Top of Data provided

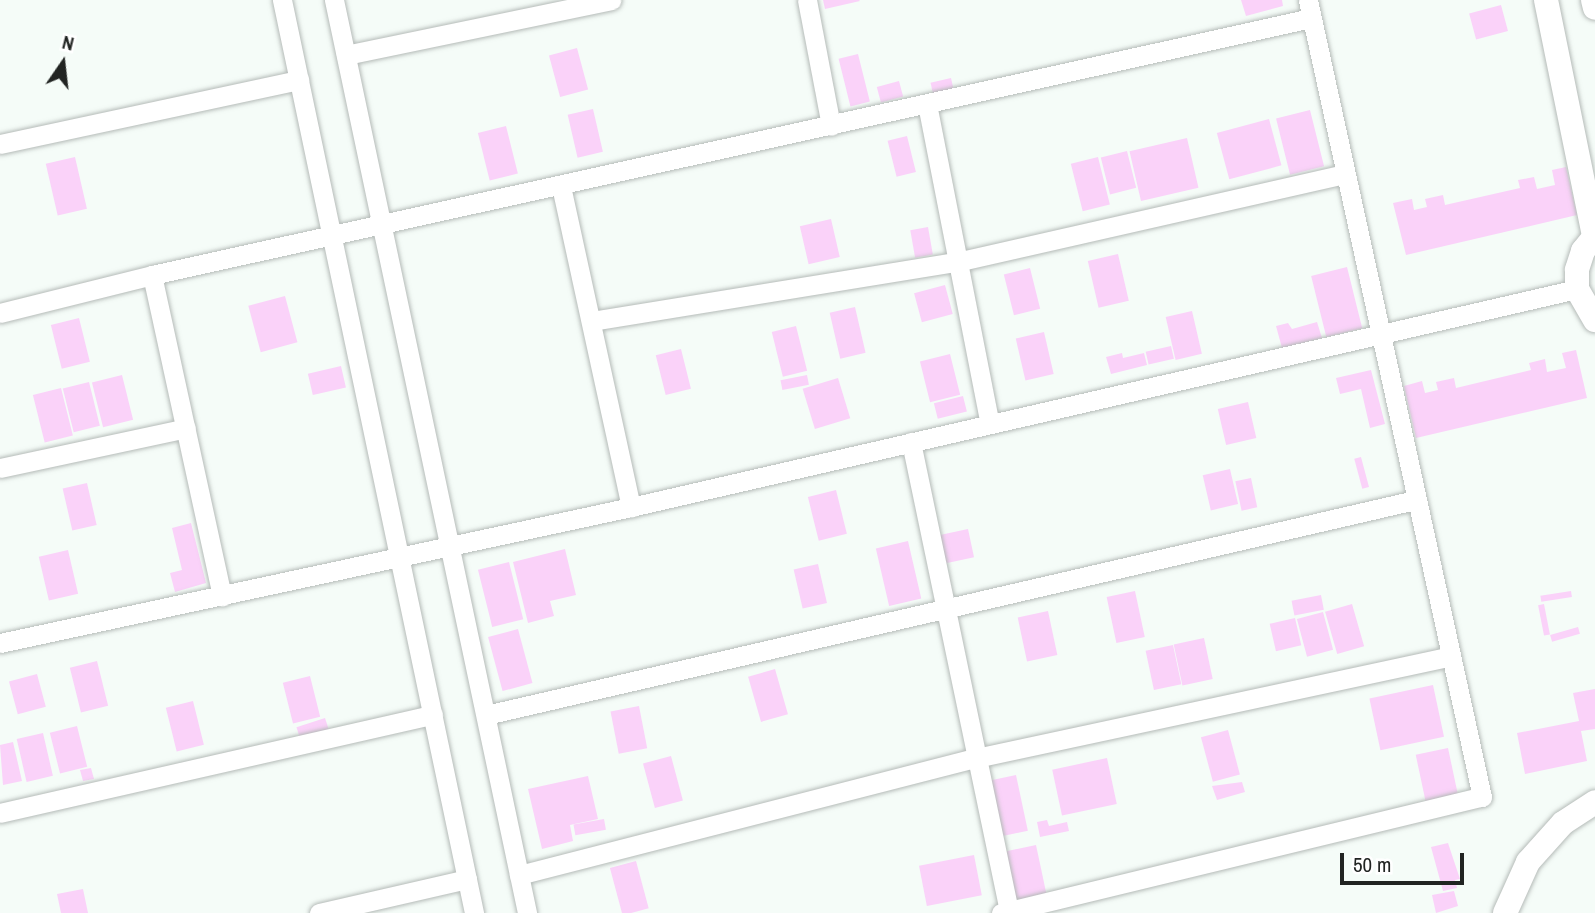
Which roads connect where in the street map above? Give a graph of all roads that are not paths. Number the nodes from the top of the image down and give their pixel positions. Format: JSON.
{"nodes":[{"id":1,"x":282,"y":0,"type":"edge"},
{"id":2,"x":334,"y":0,"type":"edge"},
{"id":3,"x":611,"y":0,"type":"edge"},
{"id":4,"x":807,"y":0,"type":"edge"},
{"id":5,"x":1546,"y":0,"type":"edge"},
{"id":6,"x":1593,"y":0,"type":"edge"},
{"id":7,"x":1595,"y":8,"type":"edge"},
{"id":8,"x":1310,"y":9,"type":"edge"},
{"id":9,"x":346,"y":55,"type":"junction"},
{"id":10,"x":299,"y":80,"type":"junction"},
{"id":11,"x":927,"y":104,"type":"junction"},
{"id":12,"x":831,"y":125,"type":"junction"},
{"id":13,"x":0,"y":144,"type":"edge"},
{"id":14,"x":1344,"y":174,"type":"junction"},
{"id":15,"x":561,"y":186,"type":"junction"},
{"id":16,"x":382,"y":226,"type":"junction"},
{"id":17,"x":332,"y":236,"type":"junction"},
{"id":18,"x":1595,"y":236,"type":"edge"},
{"id":19,"x":957,"y":262,"type":"junction"},
{"id":20,"x":152,"y":275,"type":"junction"},
{"id":21,"x":1577,"y":289,"type":"junction"},
{"id":22,"x":0,"y":313,"type":"edge"},
{"id":23,"x":1595,"y":320,"type":"edge"},
{"id":24,"x":590,"y":321,"type":"junction"},
{"id":25,"x":1378,"y":334,"type":"junction"},
{"id":26,"x":990,"y":424,"type":"junction"},
{"id":27,"x":186,"y":428,"type":"junction"},
{"id":28,"x":911,"y":442,"type":"junction"},
{"id":29,"x":0,"y":468,"type":"edge"},
{"id":30,"x":1415,"y":500,"type":"junction"},
{"id":31,"x":631,"y":507,"type":"junction"},
{"id":32,"x":450,"y":545,"type":"junction"},
{"id":33,"x":400,"y":557,"type":"junction"},
{"id":34,"x":222,"y":596,"type":"junction"},
{"id":35,"x":945,"y":606,"type":"junction"},
{"id":36,"x":0,"y":643,"type":"edge"},
{"id":37,"x":1450,"y":656,"type":"junction"},
{"id":38,"x":433,"y":715,"type":"junction"},
{"id":39,"x":486,"y":715,"type":"junction"},
{"id":40,"x":976,"y":758,"type":"junction"},
{"id":41,"x":1595,"y":802,"type":"edge"},
{"id":42,"x":0,"y":813,"type":"edge"},
{"id":43,"x":519,"y":875,"type":"junction"},
{"id":44,"x":467,"y":879,"type":"junction"},
{"id":45,"x":1006,"y":912,"type":"edge"},
{"id":46,"x":318,"y":913,"type":"edge"},
{"id":47,"x":474,"y":913,"type":"edge"},
{"id":48,"x":527,"y":913,"type":"edge"},
{"id":49,"x":1505,"y":913,"type":"edge"}],
"edges":[{"from":1,"to":10,"type":"street"},
{"from":2,"to":9,"type":"street"},
{"from":3,"to":9,"type":"street"},
{"from":4,"to":12,"type":"street"},
{"from":5,"to":18,"type":"street"},
{"from":6,"to":7,"type":"street"},
{"from":8,"to":11,"type":"street"},
{"from":8,"to":14,"type":"street"},
{"from":9,"to":16,"type":"street"},
{"from":10,"to":13,"type":"street"},
{"from":10,"to":17,"type":"street"},
{"from":11,"to":12,"type":"street"},
{"from":11,"to":19,"type":"street"},
{"from":12,"to":15,"type":"street"},
{"from":14,"to":19,"type":"street"},
{"from":14,"to":25,"type":"street"},
{"from":15,"to":16,"type":"street"},
{"from":15,"to":24,"type":"street"},
{"from":16,"to":17,"type":"street"},
{"from":16,"to":32,"type":"street"},
{"from":17,"to":20,"type":"street"},
{"from":17,"to":33,"type":"street"},
{"from":18,"to":21,"type":"street"},
{"from":19,"to":24,"type":"street"},
{"from":19,"to":26,"type":"street"},
{"from":20,"to":22,"type":"street"},
{"from":20,"to":27,"type":"street"},
{"from":21,"to":23,"type":"street"},
{"from":21,"to":25,"type":"street"},
{"from":24,"to":31,"type":"street"},
{"from":25,"to":26,"type":"street"},
{"from":25,"to":30,"type":"street"},
{"from":26,"to":28,"type":"street"},
{"from":27,"to":29,"type":"street"},
{"from":27,"to":34,"type":"street"},
{"from":28,"to":31,"type":"street"},
{"from":28,"to":35,"type":"street"},
{"from":30,"to":35,"type":"street"},
{"from":30,"to":37,"type":"street"},
{"from":31,"to":32,"type":"street"},
{"from":32,"to":33,"type":"street"},
{"from":32,"to":39,"type":"street"},
{"from":33,"to":34,"type":"street"},
{"from":33,"to":38,"type":"street"},
{"from":34,"to":36,"type":"street"},
{"from":35,"to":39,"type":"street"},
{"from":35,"to":40,"type":"street"},
{"from":37,"to":40,"type":"street"},
{"from":37,"to":45,"type":"street"},
{"from":38,"to":42,"type":"street"},
{"from":38,"to":44,"type":"street"},
{"from":39,"to":43,"type":"street"},
{"from":40,"to":43,"type":"street"},
{"from":40,"to":45,"type":"street"},
{"from":41,"to":49,"type":"street"},
{"from":43,"to":48,"type":"street"},
{"from":44,"to":46,"type":"street"},
{"from":44,"to":47,"type":"street"}]}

Bottom of Data provided

# Task item:
What lines in the data above carry "nodes"? Return them all.

# Written solution:
Which roads connect where in the street map above? Give a graph of all roads that are not paths. Number the nodes from the top of the image down and give their pixel positions. Format: JSON.
{"nodes":[{"id":1,"x":282,"y":0,"type":"edge"},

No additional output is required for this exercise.